Problem to solve:
In the copy, keep every record exact and leave out all images.

Images with bounding boxes:
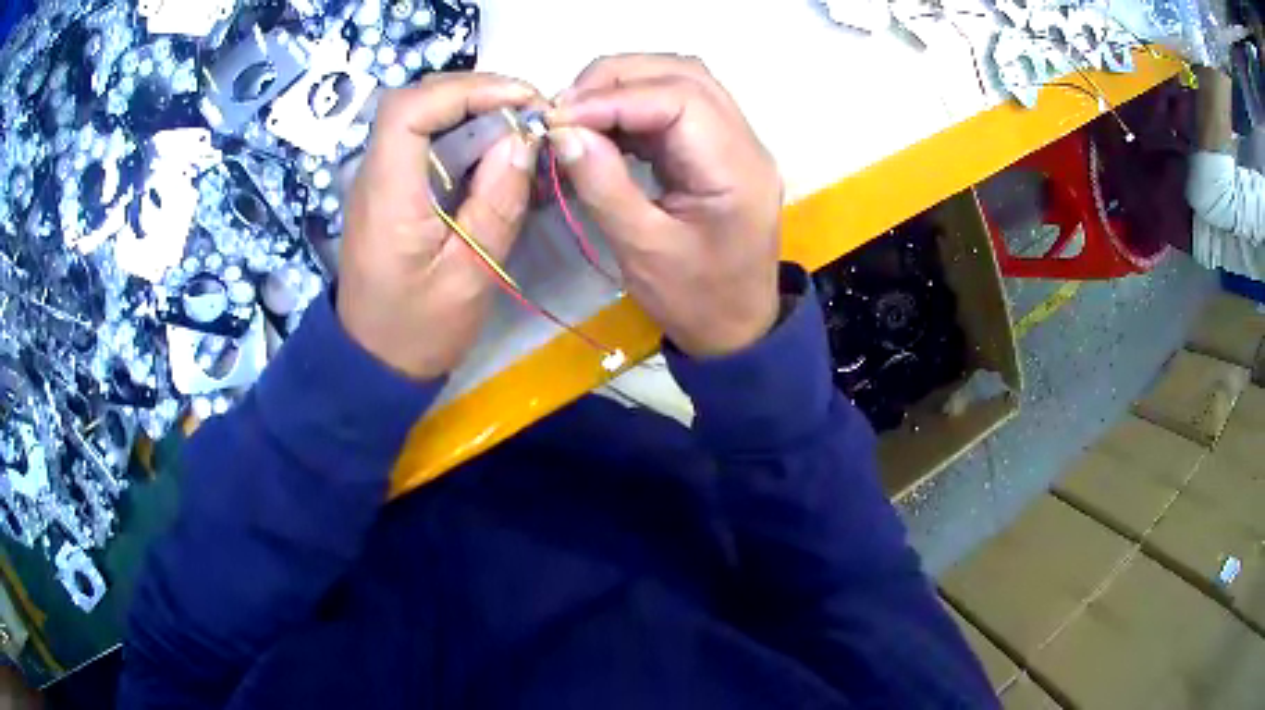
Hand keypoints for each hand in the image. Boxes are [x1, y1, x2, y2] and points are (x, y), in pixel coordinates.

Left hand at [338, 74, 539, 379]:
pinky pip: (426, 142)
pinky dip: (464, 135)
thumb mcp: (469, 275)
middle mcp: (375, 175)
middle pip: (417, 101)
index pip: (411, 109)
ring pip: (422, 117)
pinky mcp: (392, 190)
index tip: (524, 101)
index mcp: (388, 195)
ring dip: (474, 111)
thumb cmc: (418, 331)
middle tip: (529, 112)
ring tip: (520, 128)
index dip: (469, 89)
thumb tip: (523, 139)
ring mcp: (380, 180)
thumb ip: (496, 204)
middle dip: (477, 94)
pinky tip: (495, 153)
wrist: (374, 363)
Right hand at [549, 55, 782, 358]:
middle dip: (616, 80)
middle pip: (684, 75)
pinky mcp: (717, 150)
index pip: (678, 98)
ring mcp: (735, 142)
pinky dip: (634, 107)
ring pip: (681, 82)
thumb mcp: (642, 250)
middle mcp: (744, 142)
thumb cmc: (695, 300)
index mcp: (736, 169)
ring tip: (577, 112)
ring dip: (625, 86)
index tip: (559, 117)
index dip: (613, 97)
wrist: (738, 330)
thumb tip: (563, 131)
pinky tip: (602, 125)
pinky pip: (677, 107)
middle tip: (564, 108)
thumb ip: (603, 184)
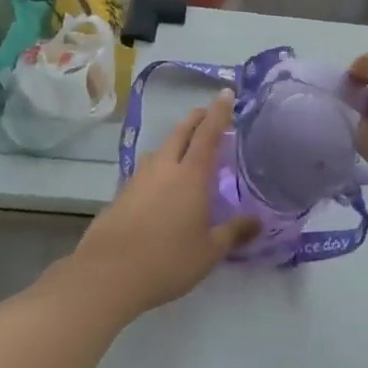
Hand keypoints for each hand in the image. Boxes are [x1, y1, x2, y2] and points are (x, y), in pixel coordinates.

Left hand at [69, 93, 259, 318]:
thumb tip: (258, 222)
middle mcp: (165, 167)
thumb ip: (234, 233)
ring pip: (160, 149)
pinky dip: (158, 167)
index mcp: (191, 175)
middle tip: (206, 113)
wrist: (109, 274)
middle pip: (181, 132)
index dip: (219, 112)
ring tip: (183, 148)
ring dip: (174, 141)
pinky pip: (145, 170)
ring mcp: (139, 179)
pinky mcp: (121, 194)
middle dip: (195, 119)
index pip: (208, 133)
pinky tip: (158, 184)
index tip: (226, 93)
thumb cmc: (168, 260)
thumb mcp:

Output of the task:
Hand keypoints for each hand in the image. Boxes are [x1, y1, x2, y2] and points are (x, y), in pixel coordinates.

Left hand at [338, 74, 539, 379]:
pinky pip: (426, 142)
pinky dip: (464, 135)
thumb mcp: (469, 275)
middle mcp: (375, 175)
middle pip: (417, 101)
index pip: (411, 109)
ring pip: (422, 117)
pinky mcp: (392, 190)
index tip: (524, 101)
index mcp: (388, 195)
ring dip: (474, 111)
thumb cmc: (418, 331)
middle tip: (529, 112)
ring tip: (520, 128)
index dip: (469, 89)
thumb tip: (523, 139)
ring mcp: (380, 180)
thumb ip: (496, 204)
middle dip: (477, 94)
pinky tip: (495, 153)
wrist: (374, 363)
Right hand at [549, 55, 782, 358]:
middle dip: (616, 80)
middle pip: (684, 75)
pinky mcp: (717, 150)
index pip: (678, 98)
ring mcp: (735, 142)
pinky dip: (634, 107)
ring pip: (681, 82)
thumb mcp: (642, 250)
middle mcp: (744, 142)
thumb cmc: (695, 300)
index mcp: (736, 169)
ring tip: (577, 112)
ring dip: (625, 86)
index tip: (559, 117)
index dip: (613, 97)
wrist: (738, 330)
thumb tip: (563, 131)
pinky tip: (602, 125)
pinky pip: (677, 107)
middle tip: (564, 108)
thumb ip: (603, 184)
Hand keypoints for each hand in the image. Boxes are [x1, y1, x2, y2] and points are (x, y), in pixel coordinates.

Left hand at [69, 93, 259, 318]:
thumb tip: (258, 222)
middle mcp: (165, 167)
thumb ip: (234, 233)
ring pip: (160, 149)
pinky dip: (158, 167)
index mcp: (191, 175)
middle tip: (206, 113)
wrist: (109, 274)
middle pip: (181, 132)
index dip: (219, 112)
ring tip: (183, 148)
ring dip: (174, 141)
pinky pip: (145, 170)
ring mcp: (139, 179)
pinky mcp: (121, 194)
middle dip: (195, 119)
index pip: (208, 133)
pinky tip: (158, 184)
index tip: (226, 93)
thumb cmc: (168, 260)
thumb mcp:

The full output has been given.